Nicky Beaumont is Film Programme Manager at Storyhouse. This interview originally appeared on the Storyhouse website. Reproduced with permission
Hi Nicky, can you tell us a bit about your role?
I have the great job of looking after everything that happens on our various big screens. We have a boutique cinema that screens films four times a day and, in the summer and Christmas and Halloween we also operate our open-air cinema Moonlight Flicks across the region. I started working in the film industry back in 1996 and I was approached by Storyhouse before the building opened to help develop the plan for the cinema – that was late in 2015 and I’ve been here ever since.
How do you go about choosing films for Storyhouse?
Every week in the UK somewhere between six to a dozen different films are released into cinemas. My job is to choose the best ones for our audience and because I’m based in the building, I’m able to get a really good idea of who that audience is.
Unlike most cinemas, Storyhouse is a not-for-profit charity, so I can be much more eclectic in my choices. I like to think of the film programme a bit like an extension of the library – sometimes people want to come in for the latest best seller but there’s also great enthusiasm for all sorts of specialist subjects – and so I seek out niche or indie titles that tell interesting stories. A big part of the programme consists of films that are less available in other local cinemas, including films from around the world and re-issues of classic titles. For a single screen I do like to pack a lot in.
I try to watch as many as possible in advance, and read a lot about upcoming films, but I also believe it is important to listen to our customers and we really encourage feedback, like our customer review cards that are displayed outside the cinema.
Storyhouse is the city’s only independent cinema – what does this mean?
The cinema inside Storyhouse is owned and operated by us – not a large chain – and that means it embodies the same principles and values that govern the building as a whole. We are inclusive and accessible, and work regularly with local organisations such as Cheshire & Warrington Carers Trust to make sure that the programme can be accessed by as many members of our community as possible. We have a Young Storyhouse Card scheme that guarantees the cheapest ticket prices for young people in the city – and it’s free to join! We aim to be environmentally friendly – and like the rest of Storyhouse don’t have single use plastic in the cinema. As a not-for-profit organisation, any money made from tickets helps us deliver all the brilliant youth and community activity that take place here too.
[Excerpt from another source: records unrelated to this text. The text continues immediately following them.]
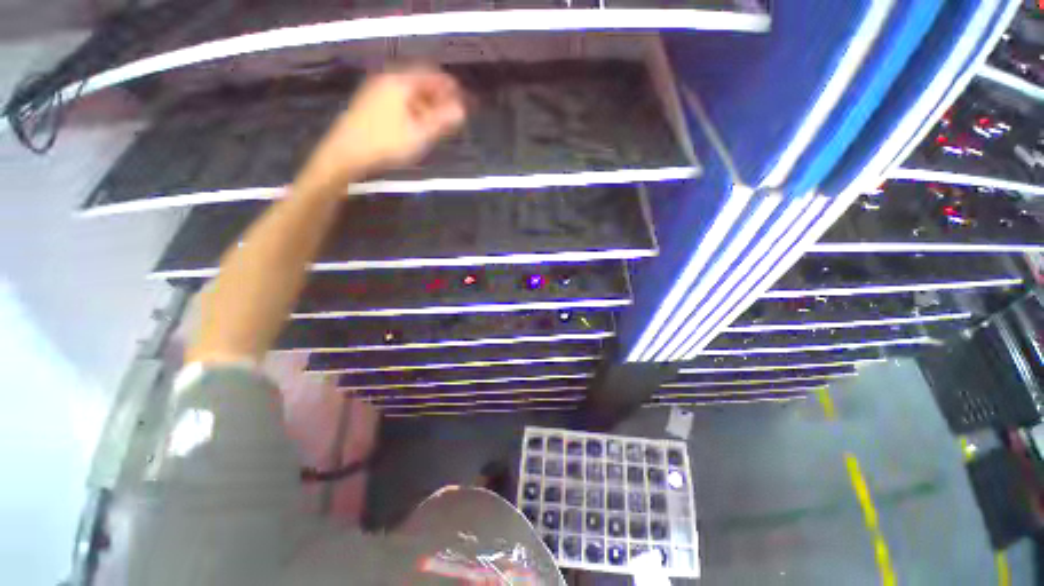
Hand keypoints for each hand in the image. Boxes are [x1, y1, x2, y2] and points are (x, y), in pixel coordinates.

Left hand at [303, 65, 466, 186]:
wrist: (346, 154)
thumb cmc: (386, 144)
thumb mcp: (419, 134)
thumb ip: (442, 121)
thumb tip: (461, 110)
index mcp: (400, 82)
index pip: (431, 74)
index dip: (449, 86)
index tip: (463, 100)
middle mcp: (387, 80)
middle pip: (419, 82)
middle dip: (438, 97)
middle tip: (452, 114)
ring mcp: (376, 91)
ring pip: (408, 92)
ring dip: (426, 104)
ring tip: (438, 123)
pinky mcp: (370, 104)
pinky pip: (398, 100)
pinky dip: (413, 109)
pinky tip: (417, 125)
What makes the cinema at Storyhouse so unique?
When you first see Storyhouse you can’t help but think – wow! The building is a rare example of a 1930s built Odeon designed by the Harry Weedon architecture practice. I love the fact that the building was repurposed as a theatre, cinema, and library given that so many former cinemas were allowed to go into permanent decline. The cinema itself is a 92 seat modern boutique space with wide comfy seats and plenty of leg room – but look around the building and you will find examples of the original Odeon features, from the old clocks in The Kitchen, to the red sweeping staircase that lends a touch of glamour.
We pride ourselves on providing a friendly and welcoming experience and have a regular cinema team all on permanent contracts, so that audience members will see the same faces when they come. It doesn’t matter if you come on your own – someone will be around to say hi and have a chat
How does our programme support local creatives?
The cinema is very connected to the Storyhouse Young Programmers who curate special film seasons and we are a delivery partner for the BFI (British Film Institute) Film Academy, which targets young people that are interested in working in the film industry but might face barriers to access the education or experience needed to progress. We also partner with the BFI Film Network to showcase new shorts made by filmmakers in the north. Earlier this year we partnered with the Oska Bright Film Festival – the largest festival for filmmakers who are neurodivergent or learning disabled – to run a training course for neurodivergent young adults in Chester to gain skills in film programming. We are open to collaboration with community groups and educators and every year we provide the venue for Chester Film Society to host their annual International Film Festival. When possible, we invite filmmakers and speakers to visit for post screening Q&As, panel events, and discussions which is a great way to explore the film on a deeper level.